- [Required action] Would you output all the data exactly as it stands?

- [Dataset extract]
-.-.-

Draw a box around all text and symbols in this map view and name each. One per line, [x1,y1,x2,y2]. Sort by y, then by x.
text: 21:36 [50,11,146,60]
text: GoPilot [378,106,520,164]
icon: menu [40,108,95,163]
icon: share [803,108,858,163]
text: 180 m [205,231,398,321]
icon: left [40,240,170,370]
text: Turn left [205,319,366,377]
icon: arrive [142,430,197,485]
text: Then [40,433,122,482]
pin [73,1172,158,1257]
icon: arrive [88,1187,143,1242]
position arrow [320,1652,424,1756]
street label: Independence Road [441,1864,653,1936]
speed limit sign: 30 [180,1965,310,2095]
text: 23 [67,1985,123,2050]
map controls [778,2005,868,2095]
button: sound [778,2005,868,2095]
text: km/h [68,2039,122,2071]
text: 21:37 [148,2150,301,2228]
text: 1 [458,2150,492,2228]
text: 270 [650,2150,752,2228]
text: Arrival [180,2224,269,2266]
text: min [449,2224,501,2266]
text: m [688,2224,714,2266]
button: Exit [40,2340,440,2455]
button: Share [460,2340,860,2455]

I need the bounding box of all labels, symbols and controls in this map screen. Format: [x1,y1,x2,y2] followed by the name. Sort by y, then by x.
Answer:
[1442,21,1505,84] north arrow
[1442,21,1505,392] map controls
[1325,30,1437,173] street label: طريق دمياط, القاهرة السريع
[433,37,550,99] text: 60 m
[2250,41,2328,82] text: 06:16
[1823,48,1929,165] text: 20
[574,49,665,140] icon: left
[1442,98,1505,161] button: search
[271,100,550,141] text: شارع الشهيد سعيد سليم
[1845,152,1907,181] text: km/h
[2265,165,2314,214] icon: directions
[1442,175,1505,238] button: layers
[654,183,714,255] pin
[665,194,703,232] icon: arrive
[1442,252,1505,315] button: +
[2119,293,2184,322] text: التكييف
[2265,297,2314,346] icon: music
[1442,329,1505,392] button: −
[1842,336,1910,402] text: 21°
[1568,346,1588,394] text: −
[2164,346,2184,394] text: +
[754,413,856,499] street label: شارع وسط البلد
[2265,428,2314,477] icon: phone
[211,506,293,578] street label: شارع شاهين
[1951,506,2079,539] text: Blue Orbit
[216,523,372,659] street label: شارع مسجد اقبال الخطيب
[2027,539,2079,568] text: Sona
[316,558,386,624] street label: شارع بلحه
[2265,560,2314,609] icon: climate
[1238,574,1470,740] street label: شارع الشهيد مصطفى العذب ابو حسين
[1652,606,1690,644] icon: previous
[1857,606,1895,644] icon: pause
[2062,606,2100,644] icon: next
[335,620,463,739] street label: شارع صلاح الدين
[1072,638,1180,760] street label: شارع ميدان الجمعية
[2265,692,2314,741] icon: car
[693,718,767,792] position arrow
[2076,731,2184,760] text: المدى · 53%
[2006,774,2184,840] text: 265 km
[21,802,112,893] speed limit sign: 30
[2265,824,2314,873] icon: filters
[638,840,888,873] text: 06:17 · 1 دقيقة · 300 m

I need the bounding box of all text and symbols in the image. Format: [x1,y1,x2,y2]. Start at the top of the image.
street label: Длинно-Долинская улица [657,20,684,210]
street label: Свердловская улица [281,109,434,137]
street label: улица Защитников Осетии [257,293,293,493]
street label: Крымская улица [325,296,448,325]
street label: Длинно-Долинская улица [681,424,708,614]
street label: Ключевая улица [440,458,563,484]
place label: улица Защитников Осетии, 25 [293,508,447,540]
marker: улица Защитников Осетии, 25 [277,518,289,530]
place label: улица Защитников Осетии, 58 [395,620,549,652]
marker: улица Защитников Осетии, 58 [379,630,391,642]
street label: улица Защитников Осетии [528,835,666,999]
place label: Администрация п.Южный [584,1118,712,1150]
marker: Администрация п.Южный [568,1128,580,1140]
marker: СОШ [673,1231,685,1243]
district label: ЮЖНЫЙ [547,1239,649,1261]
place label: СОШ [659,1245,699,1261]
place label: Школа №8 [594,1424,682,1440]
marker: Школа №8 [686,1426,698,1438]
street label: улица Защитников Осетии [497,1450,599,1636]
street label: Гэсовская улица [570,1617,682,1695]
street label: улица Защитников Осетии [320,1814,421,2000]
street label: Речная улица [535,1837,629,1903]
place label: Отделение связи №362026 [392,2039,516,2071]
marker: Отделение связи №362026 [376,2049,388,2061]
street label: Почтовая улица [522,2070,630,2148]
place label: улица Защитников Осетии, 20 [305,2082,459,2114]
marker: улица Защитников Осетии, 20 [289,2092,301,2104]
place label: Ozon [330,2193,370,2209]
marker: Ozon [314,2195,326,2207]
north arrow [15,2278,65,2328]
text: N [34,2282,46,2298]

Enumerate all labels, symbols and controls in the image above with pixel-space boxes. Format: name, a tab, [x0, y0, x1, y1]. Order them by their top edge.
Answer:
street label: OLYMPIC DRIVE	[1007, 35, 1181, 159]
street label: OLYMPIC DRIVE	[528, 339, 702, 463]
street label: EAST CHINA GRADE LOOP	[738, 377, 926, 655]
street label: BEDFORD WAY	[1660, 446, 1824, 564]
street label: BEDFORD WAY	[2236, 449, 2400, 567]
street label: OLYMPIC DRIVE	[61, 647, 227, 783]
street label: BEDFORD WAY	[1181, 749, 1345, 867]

-.-.-

- [Written solution]
Draw a box around all text and symbols in this map view and name each. One per line, [x1,y1,x2,y2]. Sort by y, then by x.
text: 21:36 [50,11,146,60]
text: GoPilot [378,106,520,164]
icon: menu [40,108,95,163]
icon: share [803,108,858,163]
text: 180 m [205,231,398,321]
icon: left [40,240,170,370]
text: Turn left [205,319,366,377]
icon: arrive [142,430,197,485]
text: Then [40,433,122,482]
pin [73,1172,158,1257]
icon: arrive [88,1187,143,1242]
position arrow [320,1652,424,1756]
street label: Independence Road [441,1864,653,1936]
speed limit sign: 30 [180,1965,310,2095]
text: 23 [67,1985,123,2050]
map controls [778,2005,868,2095]
button: sound [778,2005,868,2095]
text: km/h [68,2039,122,2071]
text: 21:37 [148,2150,301,2228]
text: 1 [458,2150,492,2228]
text: 270 [650,2150,752,2228]
text: Arrival [180,2224,269,2266]
text: min [449,2224,501,2266]
text: m [688,2224,714,2266]
button: Exit [40,2340,440,2455]
button: Share [460,2340,860,2455]

I need the bounding box of all labels, symbols and controls in this map screen. Format: [x1,y1,x2,y2] followed by the name. Sort by y, then by x.
Answer:
[1442,21,1505,84] north arrow
[1442,21,1505,392] map controls
[1325,30,1437,173] street label: طريق دمياط, القاهرة السريع
[433,37,550,99] text: 60 m
[2250,41,2328,82] text: 06:16
[1823,48,1929,165] text: 20
[574,49,665,140] icon: left
[1442,98,1505,161] button: search
[271,100,550,141] text: شارع الشهيد سعيد سليم
[1845,152,1907,181] text: km/h
[2265,165,2314,214] icon: directions
[1442,175,1505,238] button: layers
[654,183,714,255] pin
[665,194,703,232] icon: arrive
[1442,252,1505,315] button: +
[2119,293,2184,322] text: التكييف
[2265,297,2314,346] icon: music
[1442,329,1505,392] button: −
[1842,336,1910,402] text: 21°
[1568,346,1588,394] text: −
[2164,346,2184,394] text: +
[754,413,856,499] street label: شارع وسط البلد
[2265,428,2314,477] icon: phone
[211,506,293,578] street label: شارع شاهين
[1951,506,2079,539] text: Blue Orbit
[216,523,372,659] street label: شارع مسجد اقبال الخطيب
[2027,539,2079,568] text: Sona
[316,558,386,624] street label: شارع بلحه
[2265,560,2314,609] icon: climate
[1238,574,1470,740] street label: شارع الشهيد مصطفى العذب ابو حسين
[1652,606,1690,644] icon: previous
[1857,606,1895,644] icon: pause
[2062,606,2100,644] icon: next
[335,620,463,739] street label: شارع صلاح الدين
[1072,638,1180,760] street label: شارع ميدان الجمعية
[2265,692,2314,741] icon: car
[693,718,767,792] position arrow
[2076,731,2184,760] text: المدى · 53%
[2006,774,2184,840] text: 265 km
[21,802,112,893] speed limit sign: 30
[2265,824,2314,873] icon: filters
[638,840,888,873] text: 06:17 · 1 دقيقة · 300 m

I need the bounding box of all text and symbols in the image. Format: [x1,y1,x2,y2]. Start at the top of the image.
street label: Длинно-Долинская улица [657,20,684,210]
street label: Свердловская улица [281,109,434,137]
street label: улица Защитников Осетии [257,293,293,493]
street label: Крымская улица [325,296,448,325]
street label: Длинно-Долинская улица [681,424,708,614]
street label: Ключевая улица [440,458,563,484]
place label: улица Защитников Осетии, 25 [293,508,447,540]
marker: улица Защитников Осетии, 25 [277,518,289,530]
place label: улица Защитников Осетии, 58 [395,620,549,652]
marker: улица Защитников Осетии, 58 [379,630,391,642]
street label: улица Защитников Осетии [528,835,666,999]
place label: Администрация п.Южный [584,1118,712,1150]
marker: Администрация п.Южный [568,1128,580,1140]
marker: СОШ [673,1231,685,1243]
district label: ЮЖНЫЙ [547,1239,649,1261]
place label: СОШ [659,1245,699,1261]
place label: Школа №8 [594,1424,682,1440]
marker: Школа №8 [686,1426,698,1438]
street label: улица Защитников Осетии [497,1450,599,1636]
street label: Гэсовская улица [570,1617,682,1695]
street label: улица Защитников Осетии [320,1814,421,2000]
street label: Речная улица [535,1837,629,1903]
place label: Отделение связи №362026 [392,2039,516,2071]
marker: Отделение связи №362026 [376,2049,388,2061]
street label: Почтовая улица [522,2070,630,2148]
place label: улица Защитников Осетии, 20 [305,2082,459,2114]
marker: улица Защитников Осетии, 20 [289,2092,301,2104]
place label: Ozon [330,2193,370,2209]
marker: Ozon [314,2195,326,2207]
north arrow [15,2278,65,2328]
text: N [34,2282,46,2298]

Enumerate all labels, symbols and controls in the image above with pixel-space boxes. Format: name, a tab, [x0, y0, x1, y1]. Order them by their top edge.
Answer:
street label: OLYMPIC DRIVE	[1007, 35, 1181, 159]
street label: OLYMPIC DRIVE	[528, 339, 702, 463]
street label: EAST CHINA GRADE LOOP	[738, 377, 926, 655]
street label: BEDFORD WAY	[1660, 446, 1824, 564]
street label: BEDFORD WAY	[2236, 449, 2400, 567]
street label: OLYMPIC DRIVE	[61, 647, 227, 783]
street label: BEDFORD WAY	[1181, 749, 1345, 867]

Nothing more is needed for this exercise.